Saved entries:
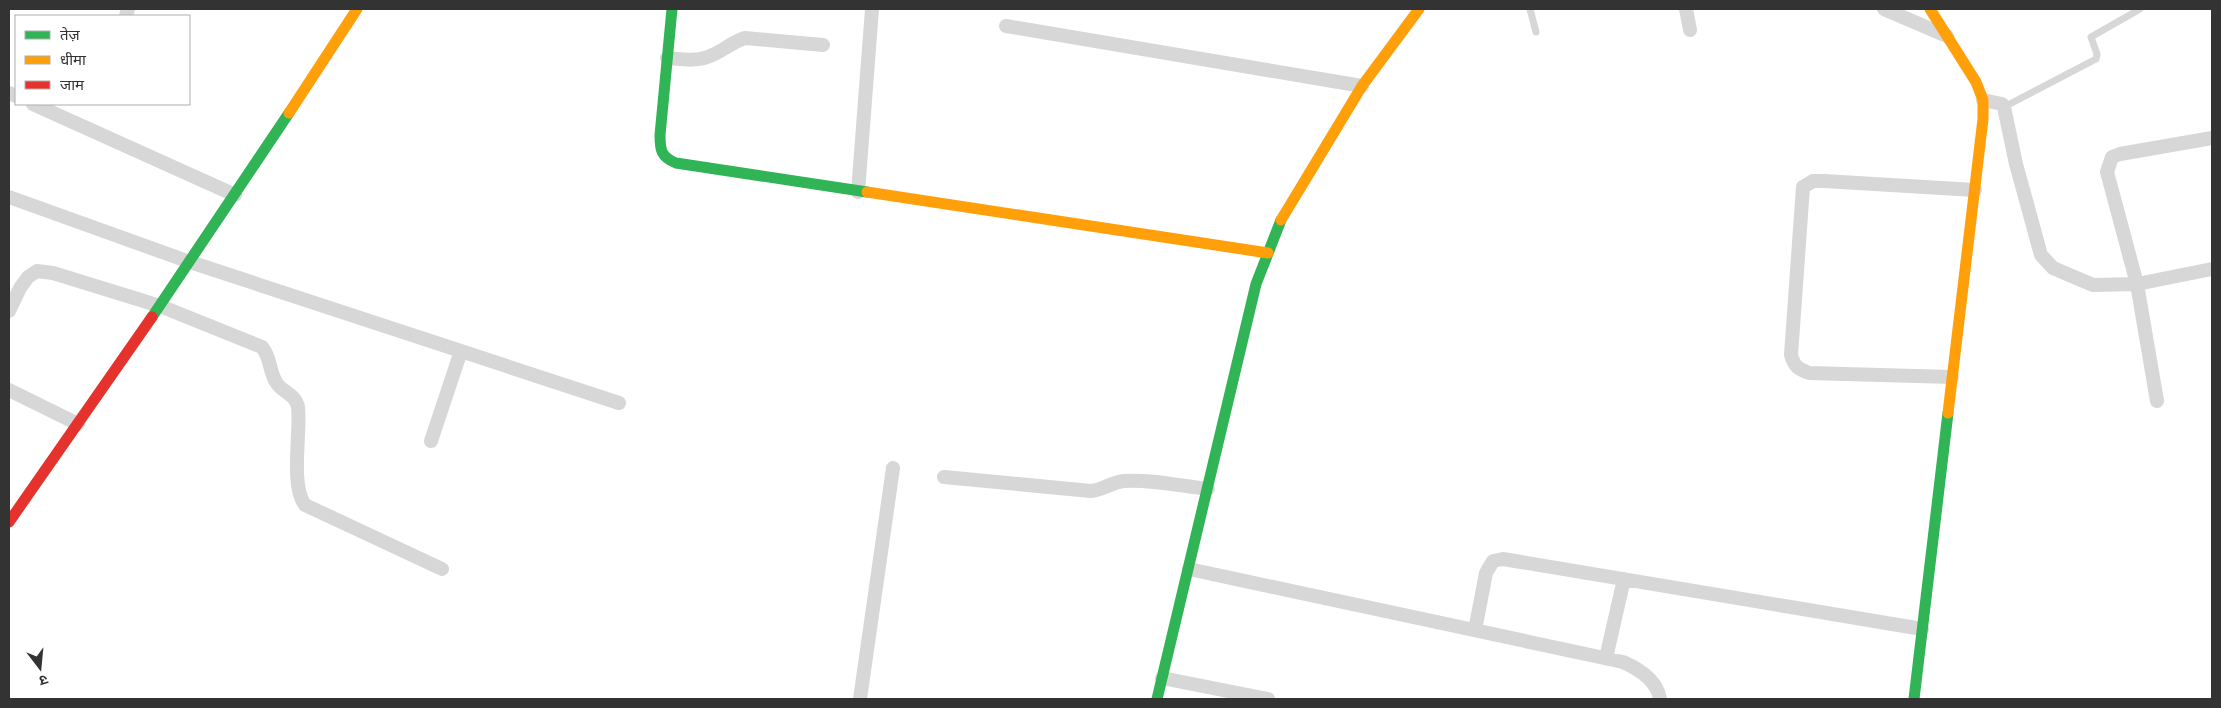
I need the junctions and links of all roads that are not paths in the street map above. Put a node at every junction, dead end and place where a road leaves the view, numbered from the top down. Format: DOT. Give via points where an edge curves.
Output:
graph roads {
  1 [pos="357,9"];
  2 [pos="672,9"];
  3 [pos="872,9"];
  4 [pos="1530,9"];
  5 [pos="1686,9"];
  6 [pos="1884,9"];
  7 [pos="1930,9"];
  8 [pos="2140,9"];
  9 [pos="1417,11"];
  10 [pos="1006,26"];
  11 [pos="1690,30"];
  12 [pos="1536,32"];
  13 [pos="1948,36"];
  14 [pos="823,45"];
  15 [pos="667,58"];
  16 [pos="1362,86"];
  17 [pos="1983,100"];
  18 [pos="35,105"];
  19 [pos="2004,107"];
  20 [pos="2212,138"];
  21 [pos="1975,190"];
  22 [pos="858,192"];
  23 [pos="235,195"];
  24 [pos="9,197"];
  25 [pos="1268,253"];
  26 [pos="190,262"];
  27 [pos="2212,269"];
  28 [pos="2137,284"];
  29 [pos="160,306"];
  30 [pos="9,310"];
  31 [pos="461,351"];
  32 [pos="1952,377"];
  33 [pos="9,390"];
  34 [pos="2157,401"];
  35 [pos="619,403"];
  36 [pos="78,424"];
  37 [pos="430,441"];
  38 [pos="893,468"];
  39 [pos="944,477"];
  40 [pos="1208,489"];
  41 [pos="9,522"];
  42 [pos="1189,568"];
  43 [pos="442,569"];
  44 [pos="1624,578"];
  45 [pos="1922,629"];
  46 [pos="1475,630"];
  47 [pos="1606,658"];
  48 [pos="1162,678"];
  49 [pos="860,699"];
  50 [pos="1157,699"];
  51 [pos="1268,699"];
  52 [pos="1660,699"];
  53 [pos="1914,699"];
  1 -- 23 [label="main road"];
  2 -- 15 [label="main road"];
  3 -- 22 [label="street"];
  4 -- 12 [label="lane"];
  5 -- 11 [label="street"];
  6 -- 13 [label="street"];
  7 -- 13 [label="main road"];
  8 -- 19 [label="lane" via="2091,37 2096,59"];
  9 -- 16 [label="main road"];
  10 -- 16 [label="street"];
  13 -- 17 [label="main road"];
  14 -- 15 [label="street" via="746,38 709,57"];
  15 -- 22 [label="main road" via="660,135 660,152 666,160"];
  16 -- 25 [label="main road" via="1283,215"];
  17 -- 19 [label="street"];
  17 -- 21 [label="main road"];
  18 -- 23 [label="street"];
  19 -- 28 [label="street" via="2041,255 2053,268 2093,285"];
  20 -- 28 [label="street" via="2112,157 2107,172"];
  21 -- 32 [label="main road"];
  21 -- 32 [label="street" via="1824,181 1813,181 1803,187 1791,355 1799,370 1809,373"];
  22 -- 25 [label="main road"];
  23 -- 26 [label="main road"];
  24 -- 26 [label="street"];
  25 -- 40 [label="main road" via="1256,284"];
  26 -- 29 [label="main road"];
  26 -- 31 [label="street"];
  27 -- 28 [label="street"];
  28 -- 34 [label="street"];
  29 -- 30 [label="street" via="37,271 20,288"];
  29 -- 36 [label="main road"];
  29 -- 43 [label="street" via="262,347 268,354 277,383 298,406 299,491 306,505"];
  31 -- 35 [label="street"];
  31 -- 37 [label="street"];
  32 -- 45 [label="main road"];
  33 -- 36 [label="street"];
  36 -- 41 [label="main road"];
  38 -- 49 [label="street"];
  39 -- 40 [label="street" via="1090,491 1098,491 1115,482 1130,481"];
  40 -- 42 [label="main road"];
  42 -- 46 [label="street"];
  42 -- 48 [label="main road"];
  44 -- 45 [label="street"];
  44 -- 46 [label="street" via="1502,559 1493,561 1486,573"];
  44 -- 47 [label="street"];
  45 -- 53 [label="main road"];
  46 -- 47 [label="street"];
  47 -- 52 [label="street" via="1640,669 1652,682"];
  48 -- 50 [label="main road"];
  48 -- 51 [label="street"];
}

* **THE PROBLEM**
The records above, minus their pictures, are to be returned word for word.

* **RESULT OF THIS EXERCISE**
I need the junctions and links of all roads that are not paths in the street map above. Put a node at every junction, dead end and place where a road leaves the view, numbered from the top down. Format: DOT. Give via points where an edge curves.
Output:
graph roads {
  1 [pos="357,9"];
  2 [pos="672,9"];
  3 [pos="872,9"];
  4 [pos="1530,9"];
  5 [pos="1686,9"];
  6 [pos="1884,9"];
  7 [pos="1930,9"];
  8 [pos="2140,9"];
  9 [pos="1417,11"];
  10 [pos="1006,26"];
  11 [pos="1690,30"];
  12 [pos="1536,32"];
  13 [pos="1948,36"];
  14 [pos="823,45"];
  15 [pos="667,58"];
  16 [pos="1362,86"];
  17 [pos="1983,100"];
  18 [pos="35,105"];
  19 [pos="2004,107"];
  20 [pos="2212,138"];
  21 [pos="1975,190"];
  22 [pos="858,192"];
  23 [pos="235,195"];
  24 [pos="9,197"];
  25 [pos="1268,253"];
  26 [pos="190,262"];
  27 [pos="2212,269"];
  28 [pos="2137,284"];
  29 [pos="160,306"];
  30 [pos="9,310"];
  31 [pos="461,351"];
  32 [pos="1952,377"];
  33 [pos="9,390"];
  34 [pos="2157,401"];
  35 [pos="619,403"];
  36 [pos="78,424"];
  37 [pos="430,441"];
  38 [pos="893,468"];
  39 [pos="944,477"];
  40 [pos="1208,489"];
  41 [pos="9,522"];
  42 [pos="1189,568"];
  43 [pos="442,569"];
  44 [pos="1624,578"];
  45 [pos="1922,629"];
  46 [pos="1475,630"];
  47 [pos="1606,658"];
  48 [pos="1162,678"];
  49 [pos="860,699"];
  50 [pos="1157,699"];
  51 [pos="1268,699"];
  52 [pos="1660,699"];
  53 [pos="1914,699"];
  1 -- 23 [label="main road"];
  2 -- 15 [label="main road"];
  3 -- 22 [label="street"];
  4 -- 12 [label="lane"];
  5 -- 11 [label="street"];
  6 -- 13 [label="street"];
  7 -- 13 [label="main road"];
  8 -- 19 [label="lane" via="2091,37 2096,59"];
  9 -- 16 [label="main road"];
  10 -- 16 [label="street"];
  13 -- 17 [label="main road"];
  14 -- 15 [label="street" via="746,38 709,57"];
  15 -- 22 [label="main road" via="660,135 660,152 666,160"];
  16 -- 25 [label="main road" via="1283,215"];
  17 -- 19 [label="street"];
  17 -- 21 [label="main road"];
  18 -- 23 [label="street"];
  19 -- 28 [label="street" via="2041,255 2053,268 2093,285"];
  20 -- 28 [label="street" via="2112,157 2107,172"];
  21 -- 32 [label="main road"];
  21 -- 32 [label="street" via="1824,181 1813,181 1803,187 1791,355 1799,370 1809,373"];
  22 -- 25 [label="main road"];
  23 -- 26 [label="main road"];
  24 -- 26 [label="street"];
  25 -- 40 [label="main road" via="1256,284"];
  26 -- 29 [label="main road"];
  26 -- 31 [label="street"];
  27 -- 28 [label="street"];
  28 -- 34 [label="street"];
  29 -- 30 [label="street" via="37,271 20,288"];
  29 -- 36 [label="main road"];
  29 -- 43 [label="street" via="262,347 268,354 277,383 298,406 299,491 306,505"];
  31 -- 35 [label="street"];
  31 -- 37 [label="street"];
  32 -- 45 [label="main road"];
  33 -- 36 [label="street"];
  36 -- 41 [label="main road"];
  38 -- 49 [label="street"];
  39 -- 40 [label="street" via="1090,491 1098,491 1115,482 1130,481"];
  40 -- 42 [label="main road"];
  42 -- 46 [label="street"];
  42 -- 48 [label="main road"];
  44 -- 45 [label="street"];
  44 -- 46 [label="street" via="1502,559 1493,561 1486,573"];
  44 -- 47 [label="street"];
  45 -- 53 [label="main road"];
  46 -- 47 [label="street"];
  47 -- 52 [label="street" via="1640,669 1652,682"];
  48 -- 50 [label="main road"];
  48 -- 51 [label="street"];
}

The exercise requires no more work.